## [PROBLEM]
Where a line of the following data contains the string "Lane", include it in the tally. Report the total alone.
[Opening SUPPLIED ENTRIES section]
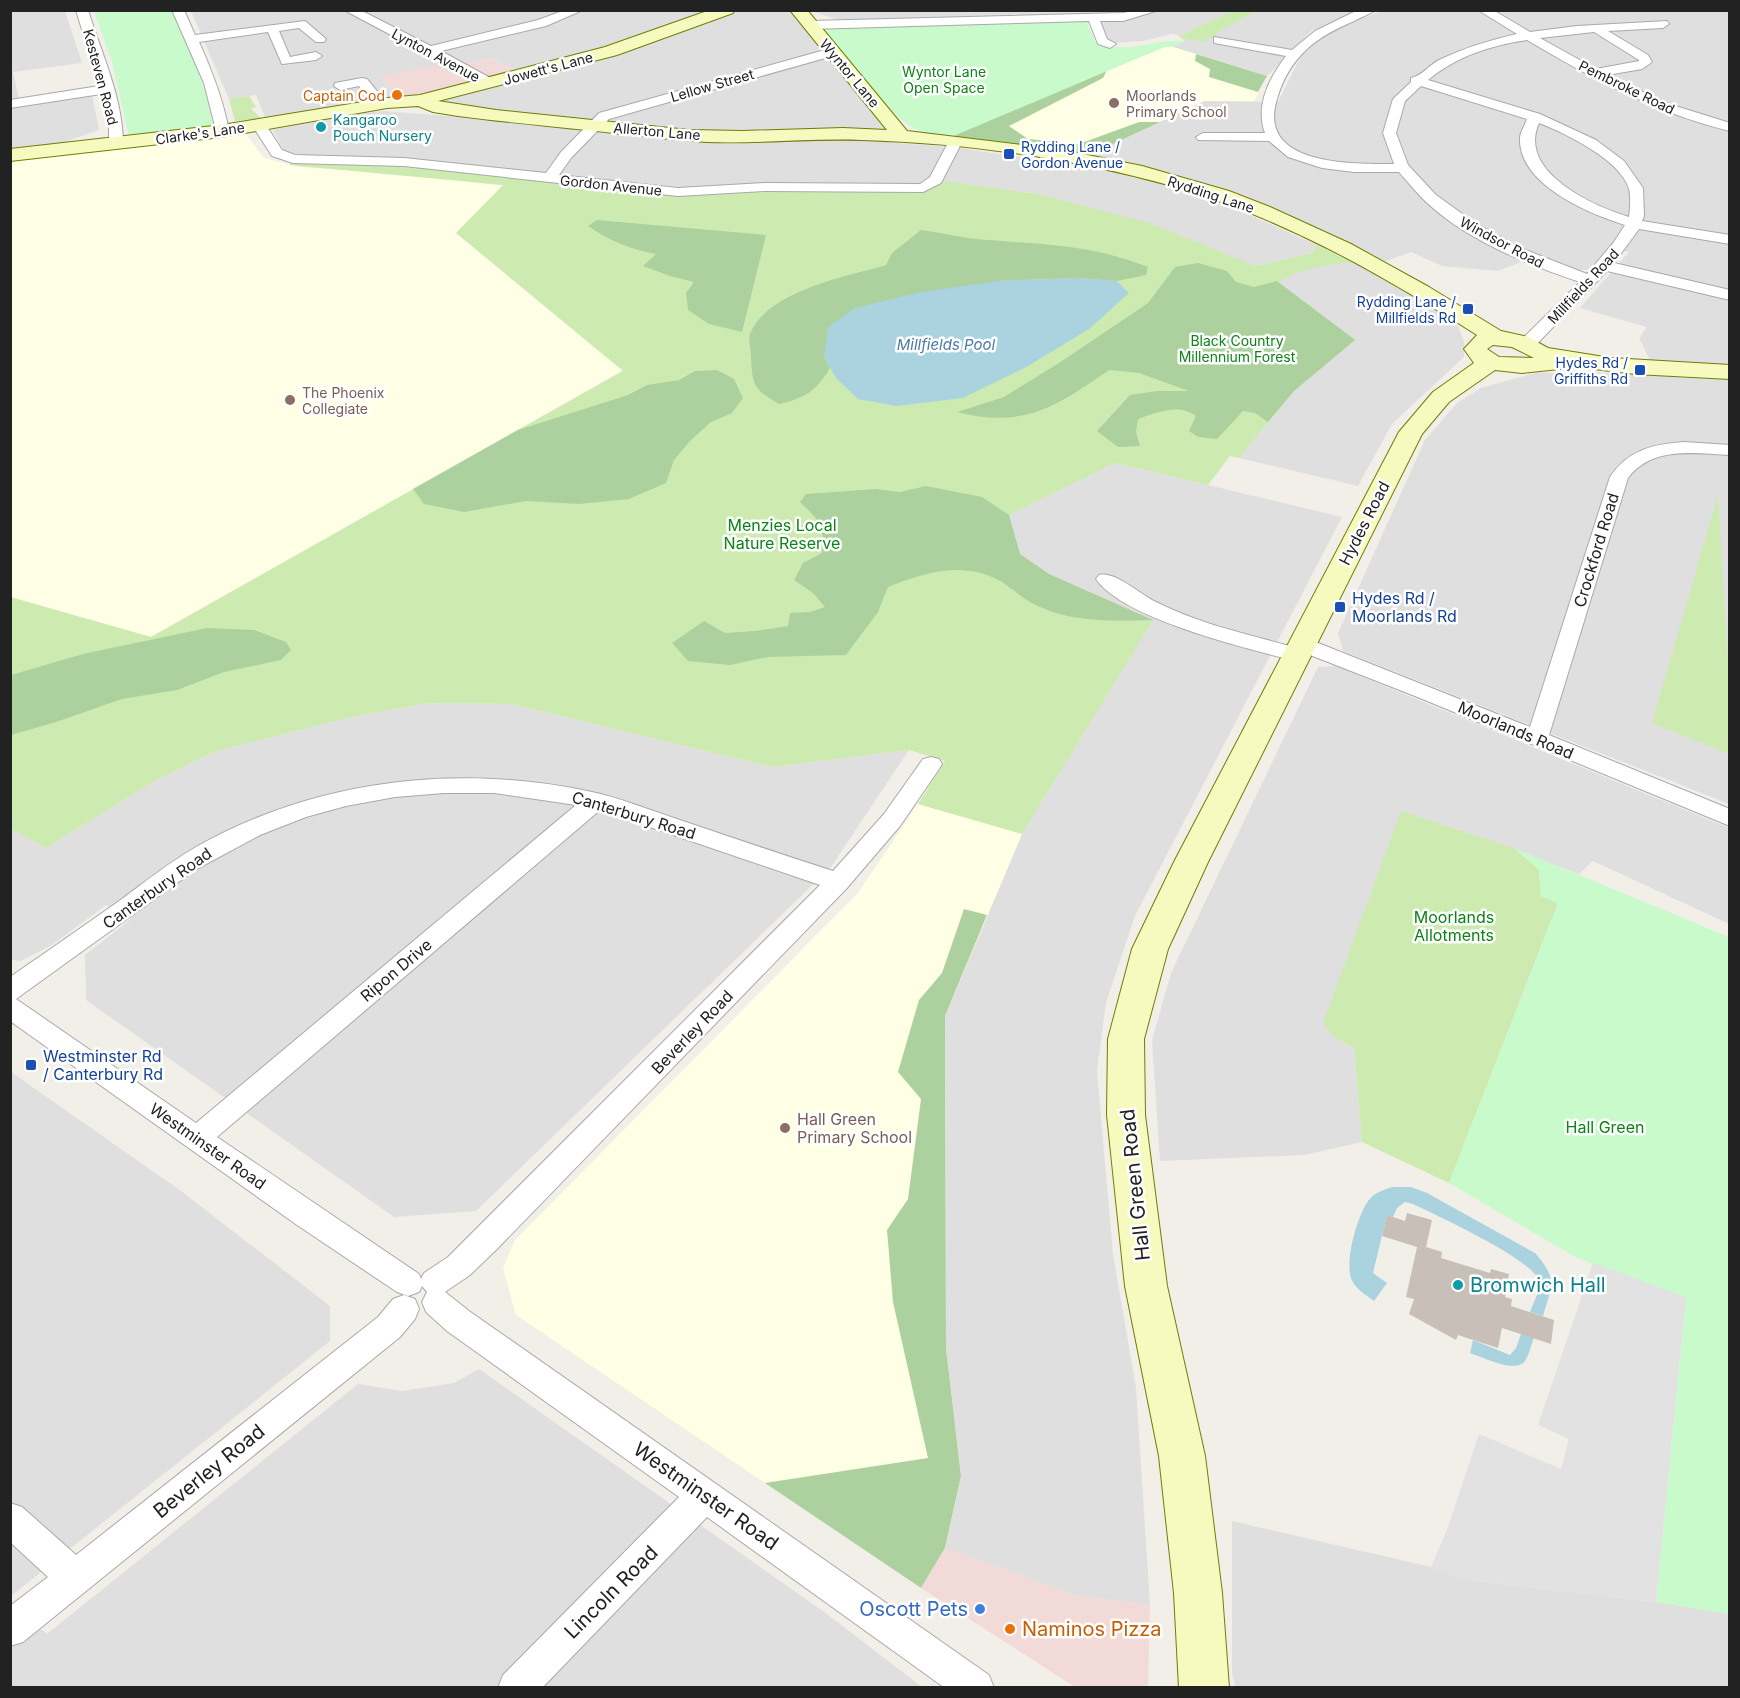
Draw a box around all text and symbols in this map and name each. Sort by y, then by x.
street label: Lynton Avenue [389,25,483,85]
street label: Kesteven Road [80,27,122,127]
street label: Wyntor Lane [816,35,884,111]
street label: Jowett's Lane [501,48,595,88]
street label: Pembroke Road [1576,56,1678,118]
park label: Wyntor Lane Open Space [902,63,986,96]
street label: Lellow Street [668,65,756,105]
place label: Captain Cod [303,87,385,104]
place label: Moorlands Primary School [1126,87,1227,120]
marker: Captain Cod [390,88,404,102]
marker: Moorlands Primary School [1107,96,1121,110]
place label: Kangaroo Pouch Nursery [333,111,432,144]
street label: Clarke's Lane [154,118,246,148]
street label: Allerton Lane [613,119,701,143]
marker: Kangaroo Pouch Nursery [314,120,328,134]
place label: Rydding Lane / Gordon Avenue [1021,138,1123,171]
marker: Rydding Lane / Gordon Avenue [1002,147,1016,161]
street label: Gordon Avenue [559,171,663,199]
street label: Rydding Lane [1166,172,1256,216]
street label: Windsor Road [1457,213,1547,271]
street label: Millfields Road [1544,245,1622,327]
place label: Rydding Lane / Millfields Rd [1357,293,1456,326]
marker: Rydding Lane / Millfields Rd [1461,302,1475,316]
park label: Black Country Millennium Forest [1179,332,1296,365]
water label: Millfields Pool [897,335,996,354]
place label: Hydes Rd / Griffiths Rd [1554,354,1628,387]
marker: Hydes Rd / Griffiths Rd [1633,363,1647,377]
place label: The Phoenix Collegiate [302,384,385,417]
marker: The Phoenix Collegiate [283,393,297,407]
street label: Hydes Road [1334,478,1394,568]
street label: Crockford Road [1569,490,1623,610]
park label: Menzies Local Nature Reserve [724,515,840,553]
place label: Hydes Rd / Moorlands Rd [1352,588,1457,626]
marker: Hydes Rd / Moorlands Rd [1333,600,1347,614]
street label: Moorlands Road [1455,697,1577,763]
street label: Canterbury Road [570,787,698,843]
street label: Canterbury Road [99,843,215,933]
park label: Moorlands Allotments [1414,907,1494,945]
street label: Ripon Drive [356,934,436,1006]
street label: Beverley Road [647,986,737,1078]
place label: Westminster Rd / Canterbury Rd [43,1046,163,1084]
marker: Westminster Rd / Canterbury Rd [24,1058,38,1072]
street label: Westminster Road [146,1098,270,1194]
street label: Hall Green Road [1115,1108,1155,1262]
place label: Hall Green Primary School [797,1109,912,1147]
park label: Hall Green [1566,1117,1644,1137]
marker: Hall Green Primary School [778,1121,792,1135]
place label: Bromwich Hall [1470,1273,1606,1297]
marker: Bromwich Hall [1451,1278,1465,1292]
street label: Beverley Road [149,1419,269,1523]
street label: Westminster Road [629,1437,783,1555]
street label: Lincoln Road [559,1540,663,1644]
place label: Oscott Pets [859,1597,968,1621]
marker: Oscott Pets [973,1602,987,1616]
place label: Naminos Pizza [1022,1617,1162,1641]
marker: Naminos Pizza [1003,1622,1017,1636]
[Closing SUPPLIED ENTRIES section]
## [REPLY]
10